The sole difference between the two versions of the right-hand text is an end-note number. But the left-hand text has been substantively revised. In the earlier (or Primitive) version, it consisted of a three-stanza section on the page facing the right-hand text, plus one other entire page with a text that was centered. Here is the left-hand page of the Primitive version of LPG:

 

In the clearing we are all variously forged

with official words

not quite innocent of all

that has been broken

 

where the planes themselves

in time will rot back into to the sea

of irreversibility, that story

that repeats itself over and over

 

now more than ever as the globe shrinks

close and closer although the wars over the

rumor of wars are always the battles

left for other continents to die over.

 

Thus over four years, we see a number of substitutions:

 

forged inscribed

broken cut out

of irreversibility irreversibly

although straight through to

 

There are some subtle, but critical alterations of linebreaks as well, most notably where

 

the wars over the

rumors of wars . . .

 

has now become

 

the wars
over the rumors
of wars

 

The lineage of the Primitive LGP places the greatest emphasis on rumors, whereas the Skanky LGP emphasizes wars.

 

The ending of the two left-hand sections vary even more. The Primitive version:

 

wars are always the battles

left for other continents to die over.

 

The Skanky version:

 

where a fire means

there is always an other side

that has died for one reason

or another.

 

This is, I think, a revision of quality more than of content – the generalization of the earlier LGP has become a more specific & concrete image, a partial attempt in the poem to confront the problem of the anonymous murder of invisible Others.

 

But what are we to make the deletion of the entire final page of the Primitive version. It read

 

Rise up holy, in corsets arched

to the sun-struck heavens

 

bring news of pillage

as once a woman

naked among the ashes

 

(or that of her child)

did bend in half

and was broken before

the eyes of a mob

 

frenzied and rushed

away to the center

 

cannot hold but promises

at least to stay still

for awhile longer.

 

Presented in the same font as the “writerly” left-hand stanzas, this page thematically & graphically brings about a type of closure. As I wrote in this blog on the 12th, this passage is “a complex & ambivalent (multivalent, in fact) moment at the end of a complex & at least equally ambi-/multi- valent text.”

 

Its absence altogether from the Skanky version leaves us with a far more somber & pessimistic poem.

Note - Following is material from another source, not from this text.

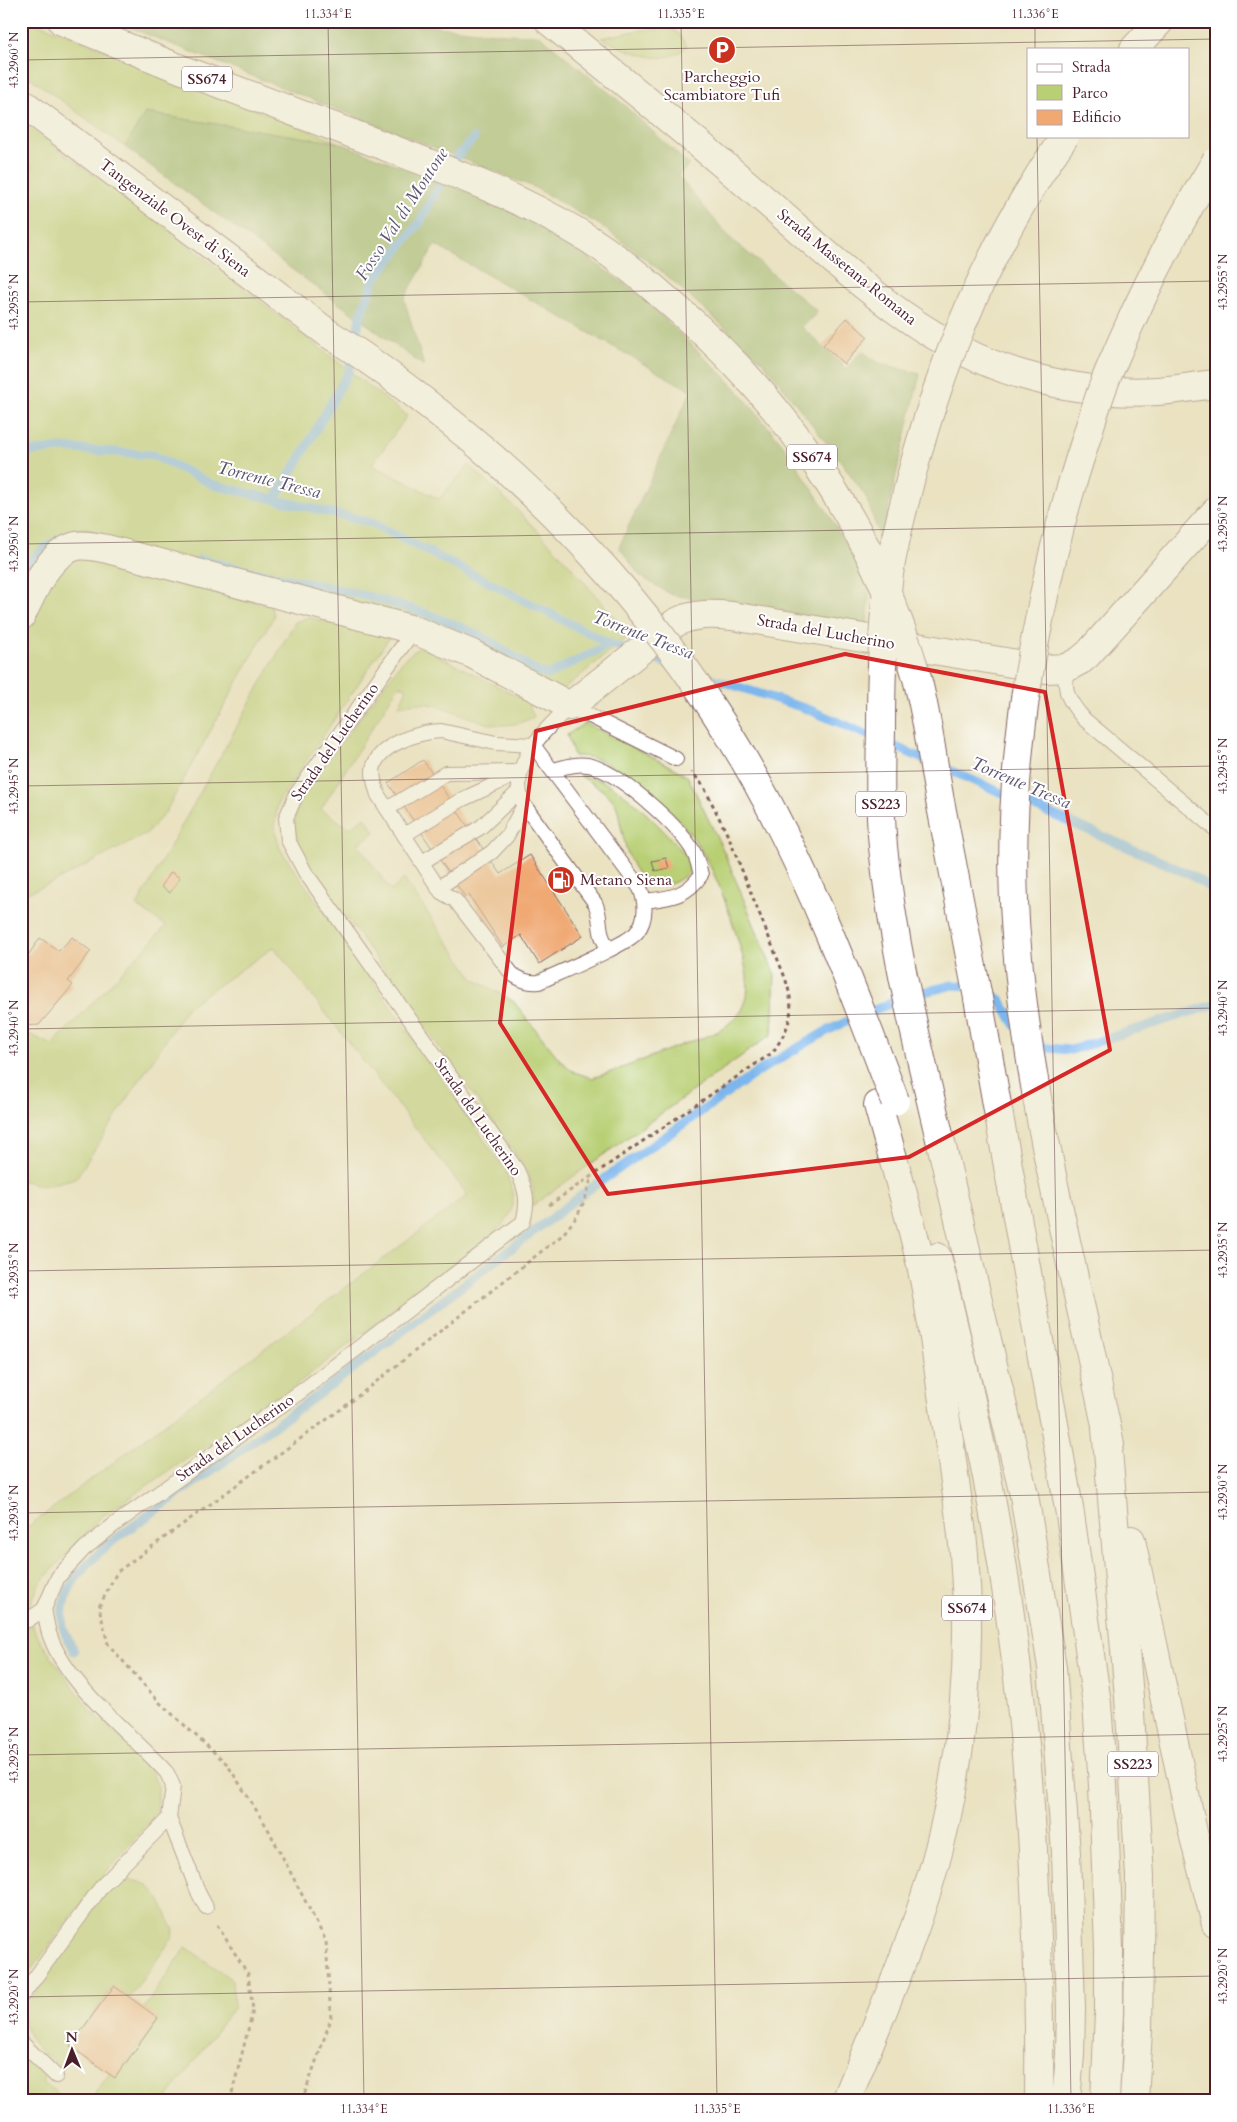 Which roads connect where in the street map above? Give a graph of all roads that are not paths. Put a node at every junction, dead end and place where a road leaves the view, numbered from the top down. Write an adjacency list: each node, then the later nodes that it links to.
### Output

Further, I read its absence as the origin of sorts for the italicized insertion that pops up in the Skanky text’s last left-hand side:

 

to Eros, you

burn me

 

Each version entails some engagement with the flesh – the Primitive version of the woman “naked among the ashes,” the Skanky one through a direct interjection to Eros – albeit one glance at the right-hand page forces us to remember that this is also (at the very least) a reference to impending collision with asteroid Eros 433.

 

The stillness which is associated with promise in the Primitive version might be read as part of what appears in that final concrete image of the Skanky edition, where it is associated now not with any respite or absence of conflict, but rather with the smoldering ruins of death. Given the timing of the two editions, one might characterize the Skanky Possum version as the post-911 version. One might read the difference between the two versions as political. If so, the former poses the possibility of the personal as a respite against the social. The latter, as I read it, counters the social with the sensual, but finds relief in neither. It is indeed the more pessimistic text.

 

In theory, of course, the later text is typically considered the “corrected” or final version. But as readers of The Prelude will know, it is the earlier published edition that sometimes survives as the one cherished by generations hence. Personally, I don’t think that one has to – or necessarily even ought to – choose one over the other. Rather, these twin texts position one of our most interesting poets at two different moments in history & that in itself is a more valuable service than playing eeny-meeny-miny-mo with these extraordinary works.